Il Palacinema di Locarno ha ospitato oggi le celebrazioni del centenario del Patto di Locarno. L'evento, che ha inoltre visto delle manifestazioni a margine in sostegno della Palestina e della Sumud Flotilla, è stata l'occasione per ricordare gli importanti accordi che hanno segnato una svolta nel rapporto tra vincitori e vinti della Prima Guerra Mondiale. Ticinonews ne ha parlato con lo storico Rodolfo Huber.

L'importanza del Patto

Huber ripercorre l'importanza storica del patto: "le tensioni residue dalla Prima Guerra Mondiale, presenti soprattutto tra Francia e Germania, alla quale era stata imposta una pace a Versailles, sono state smaltite a Locarno. Ci si è trovati finalmente allo stesso tavolo per discutere, da partner, di una ricostruzione dell'Europa". La questione dei confini, tristemente d'attualità ai giorni nostri, era altrettanto pressante: "a Locarno si accettarono le frontiere tra Germania, Belgio e Francia, garantite da Inghilterra ed Italia. E vennero sottoscritti trattati di arbitrato anche con Polonia e Cecoslovacchia".

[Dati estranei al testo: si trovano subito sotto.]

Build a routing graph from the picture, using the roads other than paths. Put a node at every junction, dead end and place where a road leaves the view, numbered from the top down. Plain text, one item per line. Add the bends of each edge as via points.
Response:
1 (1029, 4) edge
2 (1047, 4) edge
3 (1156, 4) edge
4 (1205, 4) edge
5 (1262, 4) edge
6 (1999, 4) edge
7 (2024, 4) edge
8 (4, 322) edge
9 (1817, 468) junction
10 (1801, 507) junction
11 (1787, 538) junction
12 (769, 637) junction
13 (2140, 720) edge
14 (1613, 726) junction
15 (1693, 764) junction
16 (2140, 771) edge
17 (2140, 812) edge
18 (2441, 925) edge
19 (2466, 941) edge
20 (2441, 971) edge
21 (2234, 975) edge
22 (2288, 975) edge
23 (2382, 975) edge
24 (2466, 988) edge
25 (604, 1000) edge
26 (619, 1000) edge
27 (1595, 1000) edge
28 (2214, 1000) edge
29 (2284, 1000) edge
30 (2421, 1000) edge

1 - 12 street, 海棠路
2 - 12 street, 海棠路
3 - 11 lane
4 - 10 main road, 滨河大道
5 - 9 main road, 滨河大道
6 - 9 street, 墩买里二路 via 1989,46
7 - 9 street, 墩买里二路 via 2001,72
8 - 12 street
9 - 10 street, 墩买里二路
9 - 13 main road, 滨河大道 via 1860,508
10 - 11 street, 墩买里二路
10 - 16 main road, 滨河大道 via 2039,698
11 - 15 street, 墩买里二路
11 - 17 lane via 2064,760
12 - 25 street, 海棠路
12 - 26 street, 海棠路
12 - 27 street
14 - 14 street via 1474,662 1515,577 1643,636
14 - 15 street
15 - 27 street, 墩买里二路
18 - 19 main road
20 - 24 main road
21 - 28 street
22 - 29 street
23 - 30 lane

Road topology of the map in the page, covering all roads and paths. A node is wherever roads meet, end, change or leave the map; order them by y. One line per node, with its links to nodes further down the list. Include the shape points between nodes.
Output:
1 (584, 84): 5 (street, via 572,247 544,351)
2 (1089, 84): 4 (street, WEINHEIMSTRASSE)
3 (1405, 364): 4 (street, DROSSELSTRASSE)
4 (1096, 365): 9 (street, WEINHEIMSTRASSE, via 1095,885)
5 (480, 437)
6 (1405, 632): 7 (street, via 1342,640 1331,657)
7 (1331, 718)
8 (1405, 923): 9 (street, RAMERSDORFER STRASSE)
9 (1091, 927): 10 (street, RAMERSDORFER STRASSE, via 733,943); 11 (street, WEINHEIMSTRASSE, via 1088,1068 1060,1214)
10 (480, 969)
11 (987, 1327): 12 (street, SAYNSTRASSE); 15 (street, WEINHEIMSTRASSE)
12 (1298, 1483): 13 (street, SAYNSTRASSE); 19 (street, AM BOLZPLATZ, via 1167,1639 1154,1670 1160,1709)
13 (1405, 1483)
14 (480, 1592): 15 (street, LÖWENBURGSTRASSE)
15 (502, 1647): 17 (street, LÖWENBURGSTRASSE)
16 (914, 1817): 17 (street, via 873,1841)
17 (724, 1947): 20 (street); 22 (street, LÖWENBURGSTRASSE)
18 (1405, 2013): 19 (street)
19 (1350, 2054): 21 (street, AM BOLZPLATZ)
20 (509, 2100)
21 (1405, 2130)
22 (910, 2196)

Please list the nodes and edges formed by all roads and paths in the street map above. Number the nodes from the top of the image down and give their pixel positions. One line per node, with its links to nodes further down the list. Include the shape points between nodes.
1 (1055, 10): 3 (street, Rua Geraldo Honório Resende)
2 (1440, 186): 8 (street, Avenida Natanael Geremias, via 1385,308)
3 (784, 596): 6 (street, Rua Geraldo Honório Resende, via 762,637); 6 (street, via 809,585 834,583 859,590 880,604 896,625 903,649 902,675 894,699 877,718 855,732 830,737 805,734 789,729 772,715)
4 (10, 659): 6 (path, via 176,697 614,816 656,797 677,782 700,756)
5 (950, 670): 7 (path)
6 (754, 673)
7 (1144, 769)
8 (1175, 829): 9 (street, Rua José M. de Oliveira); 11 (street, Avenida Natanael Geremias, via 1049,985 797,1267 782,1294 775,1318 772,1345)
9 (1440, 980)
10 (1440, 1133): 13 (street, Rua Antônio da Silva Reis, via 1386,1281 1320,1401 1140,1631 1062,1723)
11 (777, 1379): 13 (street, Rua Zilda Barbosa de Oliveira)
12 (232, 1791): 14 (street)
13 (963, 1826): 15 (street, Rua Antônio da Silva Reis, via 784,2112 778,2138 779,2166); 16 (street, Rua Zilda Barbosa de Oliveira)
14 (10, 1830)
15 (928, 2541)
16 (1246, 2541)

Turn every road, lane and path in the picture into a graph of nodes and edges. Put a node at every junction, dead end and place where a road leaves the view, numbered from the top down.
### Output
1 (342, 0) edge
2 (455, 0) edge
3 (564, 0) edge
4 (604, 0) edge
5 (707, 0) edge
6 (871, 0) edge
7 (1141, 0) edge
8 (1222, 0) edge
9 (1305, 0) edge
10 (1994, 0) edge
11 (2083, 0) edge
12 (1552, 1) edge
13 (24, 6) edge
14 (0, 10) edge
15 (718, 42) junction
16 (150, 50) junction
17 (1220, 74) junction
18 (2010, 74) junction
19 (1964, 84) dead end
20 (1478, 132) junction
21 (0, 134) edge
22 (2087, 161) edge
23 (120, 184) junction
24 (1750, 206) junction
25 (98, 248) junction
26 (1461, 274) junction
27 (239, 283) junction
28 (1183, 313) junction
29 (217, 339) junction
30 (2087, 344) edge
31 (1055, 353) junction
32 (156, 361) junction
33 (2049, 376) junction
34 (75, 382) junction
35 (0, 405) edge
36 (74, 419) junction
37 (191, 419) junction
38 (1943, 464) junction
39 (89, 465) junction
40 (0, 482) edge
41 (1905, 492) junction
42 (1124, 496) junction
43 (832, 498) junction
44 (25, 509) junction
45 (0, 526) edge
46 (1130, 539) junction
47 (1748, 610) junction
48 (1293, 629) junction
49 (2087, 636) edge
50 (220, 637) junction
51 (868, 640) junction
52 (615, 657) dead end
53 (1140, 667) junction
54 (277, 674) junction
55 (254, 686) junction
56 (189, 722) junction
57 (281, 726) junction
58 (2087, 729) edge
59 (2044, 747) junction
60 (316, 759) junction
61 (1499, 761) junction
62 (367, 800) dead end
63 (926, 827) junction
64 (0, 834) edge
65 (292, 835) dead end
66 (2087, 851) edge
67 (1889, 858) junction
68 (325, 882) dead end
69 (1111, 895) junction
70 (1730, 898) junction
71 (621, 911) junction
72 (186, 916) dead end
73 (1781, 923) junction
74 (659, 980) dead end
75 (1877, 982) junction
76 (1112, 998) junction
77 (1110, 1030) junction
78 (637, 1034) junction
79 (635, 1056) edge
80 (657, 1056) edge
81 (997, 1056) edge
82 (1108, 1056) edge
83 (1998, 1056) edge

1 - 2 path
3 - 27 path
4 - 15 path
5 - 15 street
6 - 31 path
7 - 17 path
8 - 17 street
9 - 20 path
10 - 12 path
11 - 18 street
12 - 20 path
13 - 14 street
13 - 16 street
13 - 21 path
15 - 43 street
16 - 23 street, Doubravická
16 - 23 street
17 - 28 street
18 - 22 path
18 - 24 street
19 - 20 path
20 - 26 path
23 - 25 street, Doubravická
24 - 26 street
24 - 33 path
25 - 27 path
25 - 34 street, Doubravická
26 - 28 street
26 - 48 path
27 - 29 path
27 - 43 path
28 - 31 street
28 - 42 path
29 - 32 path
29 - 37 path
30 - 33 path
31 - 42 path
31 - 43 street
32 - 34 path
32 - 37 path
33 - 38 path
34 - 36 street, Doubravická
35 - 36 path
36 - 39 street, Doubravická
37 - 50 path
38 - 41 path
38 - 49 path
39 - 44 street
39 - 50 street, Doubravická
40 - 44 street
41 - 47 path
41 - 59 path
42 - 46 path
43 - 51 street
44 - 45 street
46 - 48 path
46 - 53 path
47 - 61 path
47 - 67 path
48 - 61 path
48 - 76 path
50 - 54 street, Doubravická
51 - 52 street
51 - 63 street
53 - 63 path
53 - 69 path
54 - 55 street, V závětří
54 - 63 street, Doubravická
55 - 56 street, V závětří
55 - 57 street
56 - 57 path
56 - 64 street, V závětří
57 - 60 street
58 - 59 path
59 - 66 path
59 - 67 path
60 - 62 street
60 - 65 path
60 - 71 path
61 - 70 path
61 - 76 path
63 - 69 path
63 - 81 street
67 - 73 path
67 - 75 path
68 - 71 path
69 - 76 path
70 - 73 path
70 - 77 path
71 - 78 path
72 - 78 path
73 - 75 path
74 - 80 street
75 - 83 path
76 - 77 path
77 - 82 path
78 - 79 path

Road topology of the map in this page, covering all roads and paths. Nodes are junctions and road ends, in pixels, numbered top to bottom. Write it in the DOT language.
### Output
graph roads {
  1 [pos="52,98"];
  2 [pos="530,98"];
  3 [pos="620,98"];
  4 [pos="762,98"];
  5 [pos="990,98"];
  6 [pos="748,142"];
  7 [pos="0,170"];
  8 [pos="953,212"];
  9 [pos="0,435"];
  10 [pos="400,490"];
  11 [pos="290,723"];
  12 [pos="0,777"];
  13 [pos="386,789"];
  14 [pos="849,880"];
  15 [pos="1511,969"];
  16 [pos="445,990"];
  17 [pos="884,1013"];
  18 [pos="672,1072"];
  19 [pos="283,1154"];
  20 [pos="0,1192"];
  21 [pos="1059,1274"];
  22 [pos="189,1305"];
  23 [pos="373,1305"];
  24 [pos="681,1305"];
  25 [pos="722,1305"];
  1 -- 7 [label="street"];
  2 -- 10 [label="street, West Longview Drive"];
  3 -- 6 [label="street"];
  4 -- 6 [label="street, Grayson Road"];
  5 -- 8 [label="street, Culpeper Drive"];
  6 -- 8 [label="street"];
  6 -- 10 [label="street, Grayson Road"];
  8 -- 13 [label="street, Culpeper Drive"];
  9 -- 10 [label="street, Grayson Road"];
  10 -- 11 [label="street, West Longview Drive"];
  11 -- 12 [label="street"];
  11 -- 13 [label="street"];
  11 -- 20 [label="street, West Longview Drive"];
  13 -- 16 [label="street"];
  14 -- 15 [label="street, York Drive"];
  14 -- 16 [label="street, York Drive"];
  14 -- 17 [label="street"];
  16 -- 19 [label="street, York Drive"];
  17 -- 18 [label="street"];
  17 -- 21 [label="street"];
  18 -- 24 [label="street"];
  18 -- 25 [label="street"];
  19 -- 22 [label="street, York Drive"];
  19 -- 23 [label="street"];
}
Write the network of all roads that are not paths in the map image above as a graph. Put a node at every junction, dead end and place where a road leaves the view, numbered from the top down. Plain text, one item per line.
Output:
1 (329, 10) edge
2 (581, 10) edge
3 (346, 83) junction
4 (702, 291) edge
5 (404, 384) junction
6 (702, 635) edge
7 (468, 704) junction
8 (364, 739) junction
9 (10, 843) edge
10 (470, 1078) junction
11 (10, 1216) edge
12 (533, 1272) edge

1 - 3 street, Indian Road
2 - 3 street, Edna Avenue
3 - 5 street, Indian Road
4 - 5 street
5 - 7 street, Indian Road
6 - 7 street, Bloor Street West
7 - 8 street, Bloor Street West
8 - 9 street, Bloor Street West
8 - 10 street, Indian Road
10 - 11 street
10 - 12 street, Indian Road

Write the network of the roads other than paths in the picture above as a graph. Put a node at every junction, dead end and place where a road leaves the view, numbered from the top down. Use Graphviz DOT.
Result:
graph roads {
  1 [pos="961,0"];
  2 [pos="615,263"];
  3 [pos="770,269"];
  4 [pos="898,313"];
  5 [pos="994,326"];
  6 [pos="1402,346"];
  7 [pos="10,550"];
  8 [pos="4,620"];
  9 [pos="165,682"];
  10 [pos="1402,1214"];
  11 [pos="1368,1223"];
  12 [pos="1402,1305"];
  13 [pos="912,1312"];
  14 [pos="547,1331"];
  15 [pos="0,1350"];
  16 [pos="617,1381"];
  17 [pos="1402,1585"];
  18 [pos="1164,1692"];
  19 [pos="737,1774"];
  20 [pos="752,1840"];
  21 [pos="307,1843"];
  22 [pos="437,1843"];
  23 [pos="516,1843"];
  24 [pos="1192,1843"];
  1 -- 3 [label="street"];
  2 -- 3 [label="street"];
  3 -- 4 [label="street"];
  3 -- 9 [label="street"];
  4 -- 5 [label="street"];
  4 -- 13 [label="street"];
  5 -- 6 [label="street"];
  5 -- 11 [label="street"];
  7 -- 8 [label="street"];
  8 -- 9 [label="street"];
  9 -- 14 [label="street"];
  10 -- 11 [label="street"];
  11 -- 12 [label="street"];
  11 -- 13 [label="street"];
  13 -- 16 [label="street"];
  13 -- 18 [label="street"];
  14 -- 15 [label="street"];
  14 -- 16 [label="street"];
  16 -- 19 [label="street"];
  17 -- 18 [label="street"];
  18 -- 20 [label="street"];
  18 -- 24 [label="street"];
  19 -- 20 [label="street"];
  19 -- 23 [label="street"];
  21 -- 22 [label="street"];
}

Temi d'attualità, 100 anni dopo

L'importanza del Patto è dovuta anche alla violenza del conflitto mondiale: "è stato un momento volto alla ricostruzione dell'Europa, dopo le enormi tensioni. La Prima Guerra Mondiale come la Seconda, è stata una carneficina inimmaginabile. Non ci sono stati conflitti altrettanto gravi nella storia dell'umanità". Per questo motivo, aver ritrovato la via del dialogo a Locarno è stato "veramente importante", secondo Huber. La rilevanza del patto, come dei temi della pace e della multilateralità, è tutt'oggi molto attuale: "oggi la guerra è tornata in Europa, negli anni '90 in Jugoslavia, recentemente in Ucraina. Parlare di pace e di diplomazia è un messaggio sicuramente importante".